| Material for the task |
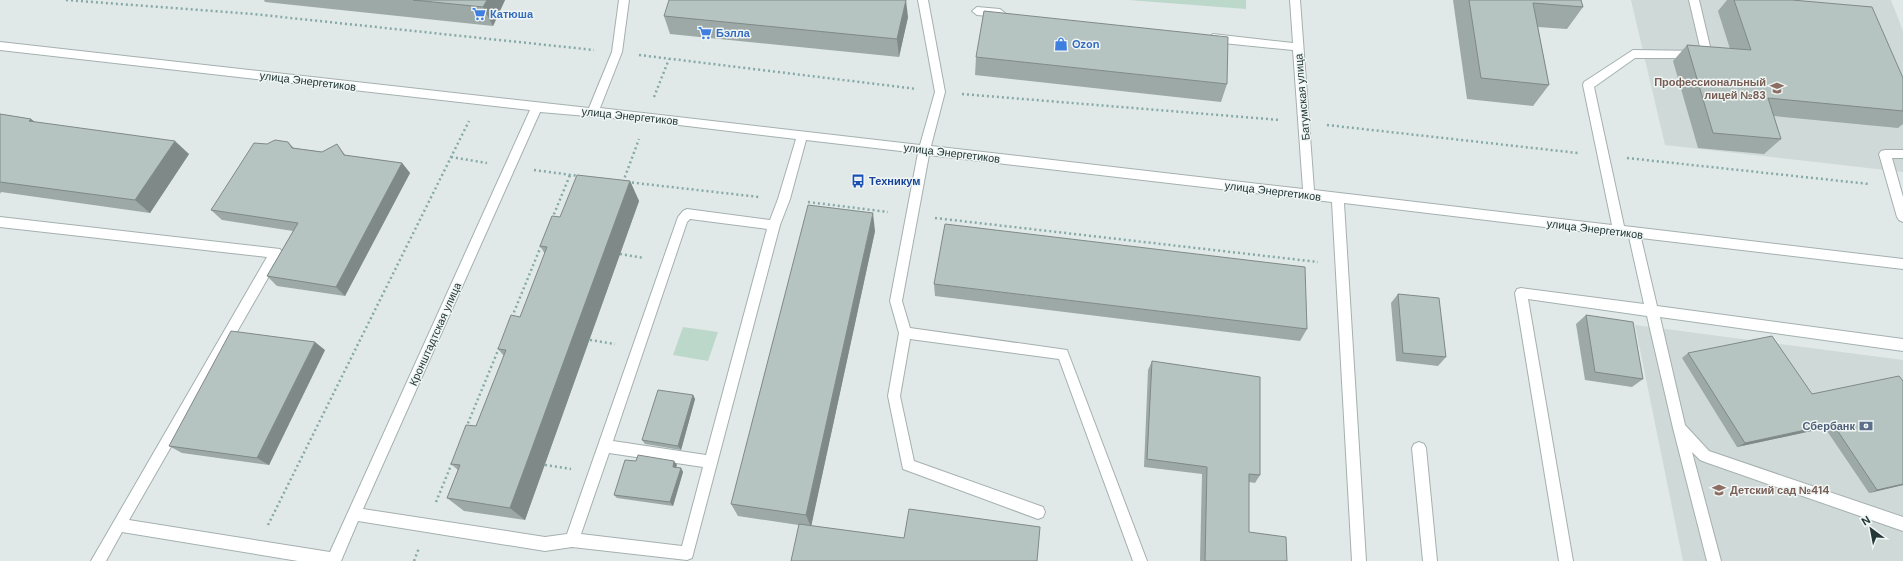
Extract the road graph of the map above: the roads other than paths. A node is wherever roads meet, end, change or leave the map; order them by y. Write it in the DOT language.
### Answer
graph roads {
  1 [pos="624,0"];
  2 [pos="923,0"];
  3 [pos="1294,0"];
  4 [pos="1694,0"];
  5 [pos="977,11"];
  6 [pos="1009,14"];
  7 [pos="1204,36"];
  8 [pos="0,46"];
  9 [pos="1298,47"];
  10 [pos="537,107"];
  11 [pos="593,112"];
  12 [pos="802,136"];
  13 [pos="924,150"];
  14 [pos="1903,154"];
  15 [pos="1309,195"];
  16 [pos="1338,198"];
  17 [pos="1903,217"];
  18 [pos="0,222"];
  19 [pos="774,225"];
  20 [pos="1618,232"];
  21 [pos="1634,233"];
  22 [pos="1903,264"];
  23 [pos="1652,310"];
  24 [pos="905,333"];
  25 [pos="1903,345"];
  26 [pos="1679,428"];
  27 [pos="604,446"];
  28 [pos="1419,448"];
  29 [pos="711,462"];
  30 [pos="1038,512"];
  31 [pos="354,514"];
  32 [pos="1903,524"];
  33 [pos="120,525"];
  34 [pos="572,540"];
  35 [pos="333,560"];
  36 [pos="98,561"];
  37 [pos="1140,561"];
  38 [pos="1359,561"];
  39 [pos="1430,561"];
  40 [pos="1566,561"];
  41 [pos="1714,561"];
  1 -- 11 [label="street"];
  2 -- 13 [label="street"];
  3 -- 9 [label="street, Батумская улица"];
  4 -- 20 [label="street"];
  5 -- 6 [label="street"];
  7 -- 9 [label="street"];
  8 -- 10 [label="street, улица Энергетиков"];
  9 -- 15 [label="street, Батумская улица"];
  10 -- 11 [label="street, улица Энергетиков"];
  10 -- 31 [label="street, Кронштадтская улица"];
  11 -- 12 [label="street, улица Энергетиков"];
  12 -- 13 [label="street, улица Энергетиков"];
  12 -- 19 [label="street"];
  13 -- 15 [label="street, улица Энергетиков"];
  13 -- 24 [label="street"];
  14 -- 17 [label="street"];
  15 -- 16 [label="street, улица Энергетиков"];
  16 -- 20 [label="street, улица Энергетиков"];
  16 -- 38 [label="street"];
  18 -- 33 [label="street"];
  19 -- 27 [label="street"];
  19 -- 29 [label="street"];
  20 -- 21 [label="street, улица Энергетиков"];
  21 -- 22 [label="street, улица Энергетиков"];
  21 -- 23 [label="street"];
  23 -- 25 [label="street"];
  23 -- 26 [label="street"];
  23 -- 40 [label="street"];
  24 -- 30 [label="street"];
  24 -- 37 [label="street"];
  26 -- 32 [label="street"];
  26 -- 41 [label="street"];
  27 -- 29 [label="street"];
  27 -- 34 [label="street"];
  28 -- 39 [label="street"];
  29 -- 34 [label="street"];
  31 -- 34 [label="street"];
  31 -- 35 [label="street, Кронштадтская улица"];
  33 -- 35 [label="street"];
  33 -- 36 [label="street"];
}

| Goal of the exercise |
Reproduce each entry precisely; the pictures stay out.

| Expected answer |
Extract the road graph of the map above: the roads other than paths. A node is wherever roads meet, end, change or leave the map; order them by y. Write it in the DOT language.
### Answer
graph roads {
  1 [pos="624,0"];
  2 [pos="923,0"];
  3 [pos="1294,0"];
  4 [pos="1694,0"];
  5 [pos="977,11"];
  6 [pos="1009,14"];
  7 [pos="1204,36"];
  8 [pos="0,46"];
  9 [pos="1298,47"];
  10 [pos="537,107"];
  11 [pos="593,112"];
  12 [pos="802,136"];
  13 [pos="924,150"];
  14 [pos="1903,154"];
  15 [pos="1309,195"];
  16 [pos="1338,198"];
  17 [pos="1903,217"];
  18 [pos="0,222"];
  19 [pos="774,225"];
  20 [pos="1618,232"];
  21 [pos="1634,233"];
  22 [pos="1903,264"];
  23 [pos="1652,310"];
  24 [pos="905,333"];
  25 [pos="1903,345"];
  26 [pos="1679,428"];
  27 [pos="604,446"];
  28 [pos="1419,448"];
  29 [pos="711,462"];
  30 [pos="1038,512"];
  31 [pos="354,514"];
  32 [pos="1903,524"];
  33 [pos="120,525"];
  34 [pos="572,540"];
  35 [pos="333,560"];
  36 [pos="98,561"];
  37 [pos="1140,561"];
  38 [pos="1359,561"];
  39 [pos="1430,561"];
  40 [pos="1566,561"];
  41 [pos="1714,561"];
  1 -- 11 [label="street"];
  2 -- 13 [label="street"];
  3 -- 9 [label="street, Батумская улица"];
  4 -- 20 [label="street"];
  5 -- 6 [label="street"];
  7 -- 9 [label="street"];
  8 -- 10 [label="street, улица Энергетиков"];
  9 -- 15 [label="street, Батумская улица"];
  10 -- 11 [label="street, улица Энергетиков"];
  10 -- 31 [label="street, Кронштадтская улица"];
  11 -- 12 [label="street, улица Энергетиков"];
  12 -- 13 [label="street, улица Энергетиков"];
  12 -- 19 [label="street"];
  13 -- 15 [label="street, улица Энергетиков"];
  13 -- 24 [label="street"];
  14 -- 17 [label="street"];
  15 -- 16 [label="street, улица Энергетиков"];
  16 -- 20 [label="street, улица Энергетиков"];
  16 -- 38 [label="street"];
  18 -- 33 [label="street"];
  19 -- 27 [label="street"];
  19 -- 29 [label="street"];
  20 -- 21 [label="street, улица Энергетиков"];
  21 -- 22 [label="street, улица Энергетиков"];
  21 -- 23 [label="street"];
  23 -- 25 [label="street"];
  23 -- 26 [label="street"];
  23 -- 40 [label="street"];
  24 -- 30 [label="street"];
  24 -- 37 [label="street"];
  26 -- 32 [label="street"];
  26 -- 41 [label="street"];
  27 -- 29 [label="street"];
  27 -- 34 [label="street"];
  28 -- 39 [label="street"];
  29 -- 34 [label="street"];
  31 -- 34 [label="street"];
  31 -- 35 [label="street, Кронштадтская улица"];
  33 -- 35 [label="street"];
  33 -- 36 [label="street"];
}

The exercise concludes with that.